Kijowski sąd zakazał dziennikarskiemu ruchowi "Stop cenzurze" demonstracji przed rezydencją prezydenta Ukrainy Wiktora Janukowycza. W swoim stanowisku sąd poinformował, że "ruch zbyt późno uprzedził lokalne władze o zamiarze demonstrowania u wrót posiadłości", a poza tym "wziął pod uwagę prawo człowieka (prezydenta - red.) do odpoczynku". Ruch zamierzał przypomnieć, że Janukowycz nie wywiązał się z obietnicy pokazania mediom swojej posiadłości.
Obietnicę zaproszenia przedstawicieli mediów do liczącej 140 hektarów posiadłości szef państwa złożył przed rokiem. Dziennikarze oczekiwali, że Janukowycz wyjaśni przy okazji, na jakiej podstawie użytkuje dawną rezydencję państwową pod Kijowem.
Tenis, golf i ptaszarnia
Do luksusowej daczy o nazwie Meżyhiria (Międzygórze) w miejscowości Nowi Petriwci pod Kijowem Janukowycz przeprowadził się, gdy po raz pierwszy był premierem Ukrainy (2002-2004).
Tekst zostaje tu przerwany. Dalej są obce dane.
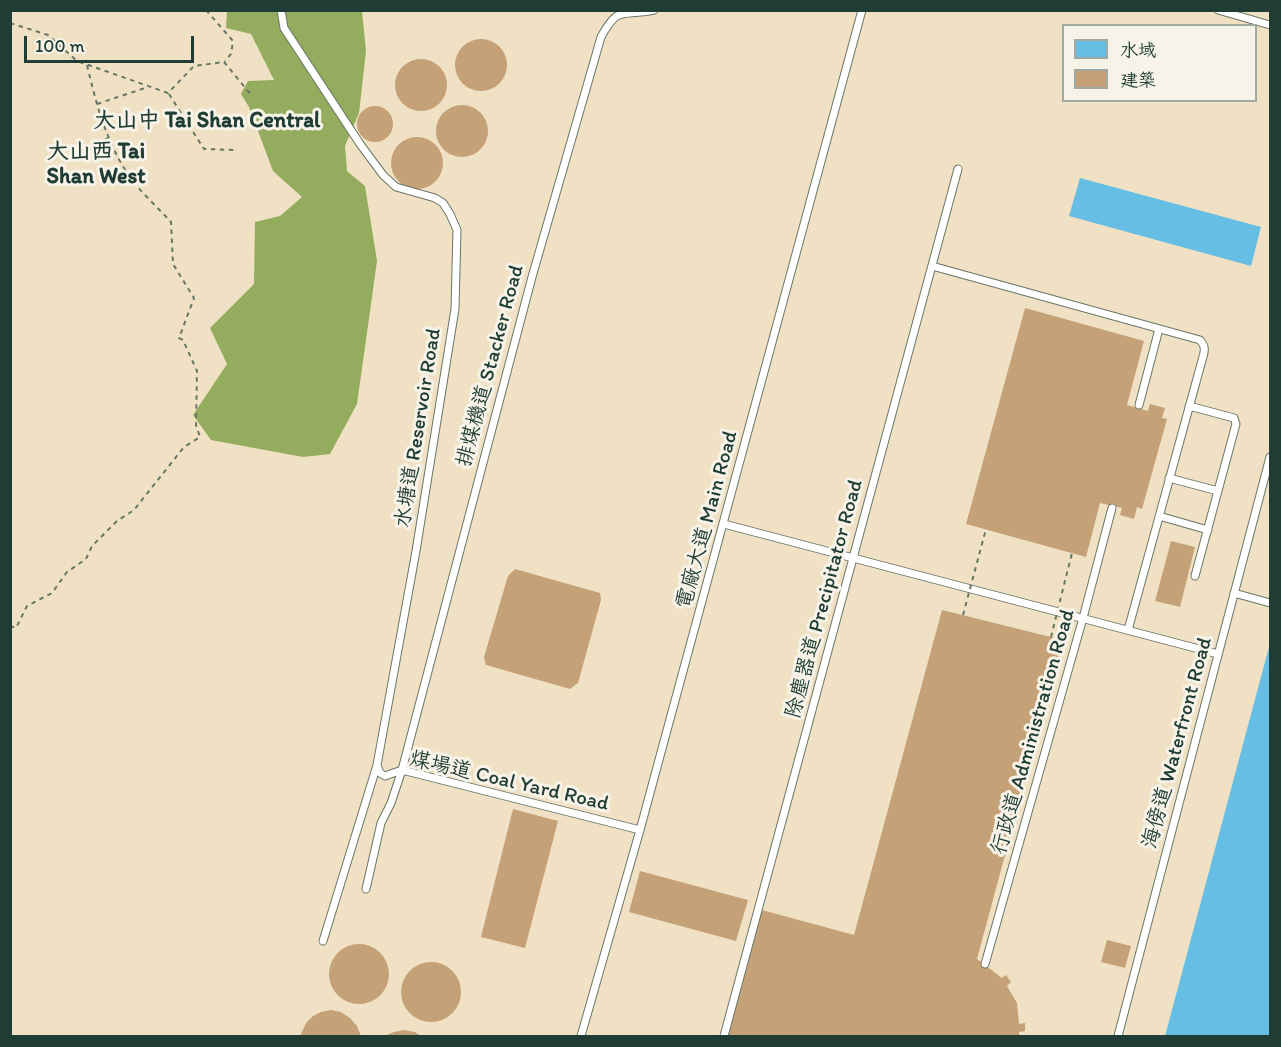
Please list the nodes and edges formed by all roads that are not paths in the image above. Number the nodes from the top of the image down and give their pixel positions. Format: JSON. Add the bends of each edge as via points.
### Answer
{"nodes":[{"id":1,"x":281,"y":10,"type":"edge"},
{"id":2,"x":654,"y":10,"type":"edge"},
{"id":3,"x":862,"y":10,"type":"edge"},
{"id":4,"x":1218,"y":10,"type":"edge"},
{"id":5,"x":1270,"y":25,"type":"edge"},
{"id":6,"x":957,"y":170,"type":"dead end"},
{"id":7,"x":932,"y":266,"type":"junction"},
{"id":8,"x":1159,"y":329,"type":"junction"},
{"id":9,"x":1139,"y":405,"type":"dead end"},
{"id":10,"x":1189,"y":406,"type":"junction"},
{"id":11,"x":1270,"y":457,"type":"edge"},
{"id":12,"x":1169,"y":478,"type":"junction"},
{"id":13,"x":1218,"y":491,"type":"junction"},
{"id":14,"x":1112,"y":508,"type":"dead end"},
{"id":15,"x":1159,"y":516,"type":"junction"},
{"id":16,"x":724,"y":524,"type":"junction"},
{"id":17,"x":1208,"y":530,"type":"junction"},
{"id":18,"x":853,"y":559,"type":"junction"},
{"id":19,"x":1195,"y":576,"type":"dead end"},
{"id":20,"x":1234,"y":593,"type":"junction"},
{"id":21,"x":1270,"y":603,"type":"edge"},
{"id":22,"x":1083,"y":618,"type":"junction"},
{"id":23,"x":1128,"y":630,"type":"junction"},
{"id":24,"x":1218,"y":654,"type":"junction"},
{"id":25,"x":376,"y":765,"type":"junction"},
{"id":26,"x":402,"y":770,"type":"junction"},
{"id":27,"x":640,"y":830,"type":"junction"},
{"id":28,"x":366,"y":889,"type":"dead end"},
{"id":29,"x":323,"y":941,"type":"dead end"},
{"id":30,"x":985,"y":964,"type":"dead end"},
{"id":31,"x":581,"y":1036,"type":"edge"},
{"id":32,"x":724,"y":1036,"type":"edge"},
{"id":33,"x":1118,"y":1036,"type":"edge"}],
"edges":[{"from":1,"to":25,"type":"lane","name":"水塘道 Reservoir Road","via":[[284,28],[383,175],[396,187],[443,203],[457,230],[455,309]]},
{"from":2,"to":26,"type":"lane","name":"排煤機道 Stacker Road","via":[[613,17],[601,37],[526,299]]},
{"from":3,"to":16,"type":"lane","name":"電廠大道 Main Road"},
{"from":4,"to":5,"type":"lane"},
{"from":6,"to":7,"type":"lane","name":"除塵器道 Precipitator Road"},
{"from":7,"to":8,"type":"lane"},
{"from":7,"to":18,"type":"lane","name":"除塵器道 Precipitator Road"},
{"from":8,"to":9,"type":"lane"},
{"from":8,"to":10,"type":"lane","via":[[1200,340],[1205,347]]},
{"from":10,"to":12,"type":"lane"},
{"from":10,"to":13,"type":"lane","via":[[1236,420]]},
{"from":11,"to":20,"type":"lane","name":"海傍道 Waterfront Road"},
{"from":12,"to":13,"type":"lane"},
{"from":12,"to":15,"type":"lane"},
{"from":13,"to":17,"type":"lane"},
{"from":14,"to":22,"type":"lane","name":"行政道 Administration Road"},
{"from":15,"to":17,"type":"lane"},
{"from":15,"to":23,"type":"lane"},
{"from":16,"to":18,"type":"lane"},
{"from":16,"to":27,"type":"lane","name":"電廠大道 Main Road"},
{"from":17,"to":19,"type":"lane"},
{"from":18,"to":22,"type":"lane"},
{"from":18,"to":32,"type":"lane","name":"除塵器道 Precipitator Road"},
{"from":20,"to":21,"type":"lane"},
{"from":20,"to":24,"type":"lane","name":"海傍道 Waterfront Road"},
{"from":22,"to":23,"type":"lane"},
{"from":22,"to":30,"type":"lane","name":"行政道 Administration Road"},
{"from":23,"to":24,"type":"lane"},
{"from":24,"to":33,"type":"lane","name":"海傍道 Waterfront Road"},
{"from":25,"to":26,"type":"lane","name":"煤場道 Coal Yard Road","via":[[385,776]]},
{"from":25,"to":29,"type":"lane","name":"水塘道 Reservoir Road"},
{"from":26,"to":27,"type":"lane","name":"煤場道 Coal Yard Road"},
{"from":26,"to":28,"type":"lane","name":"排煤機道 Stacker Road","via":[[381,823]]},
{"from":27,"to":31,"type":"lane","name":"電廠大道 Main Road"}]}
Choć według informacji mediów prezydent jest właścicielem zaledwie 1,7 hektara ziemi na terenie ośrodka, do jego dyspozycji jest całe jego terytorium.
Niezależna gazeta internetowa "Ukrainska Prawda" dotarła w ubiegłym roku do planów zabudowy otoczonego wysokim parkanem i chronionego przez całą dobę Meżyhiria. Związane z Janukowyczem stowarzyszenie i fundacja, które zarządzają ośrodkiem, planowały wówczas ulokować tam m.in. jacht-klub, pole golfowe, kort tenisowy i ptaszarnię.
"Prawo prezydenta do odpoczynku"
O prezydenckiej obietnicy pokazania rezydencji dziennikarze zamierzali przypomnieć w najbliższy poniedziałek, jednak nie zezwolił na to sąd. W swoim stanowisku sąd poinformował, że ruch "Stop Cenzurze" zbyt późno uprzedził lokalne władze o zamiarze demonstrowania u wrót posiadłości, a poza tym "wziął pod uwagę prawo człowieka (prezydenta - red.) do odpoczynku".
Administracja Janukowycza decyzję sądu przyjęła ze zrozumieniem. - Sąd jest niezależną gałęzią władzy, a wyroki sądowe należy wykonywać - oświadczyła rzeczniczka prezydenta Daria Czepak.
Nadal będą oczekiwać
Dziennikarze zapewnili z kolei, że choć dostosują się do decyzji sądu i nie przyjdą przed rezydencję Janukowycza w poniedziałek, nadal będą oczekiwać, że szef państwa rozwieje kiedyś ich podejrzenia o korupcję, do której mogło dojść przy przejmowaniu kontroli nad posiadłością Meżyhiria.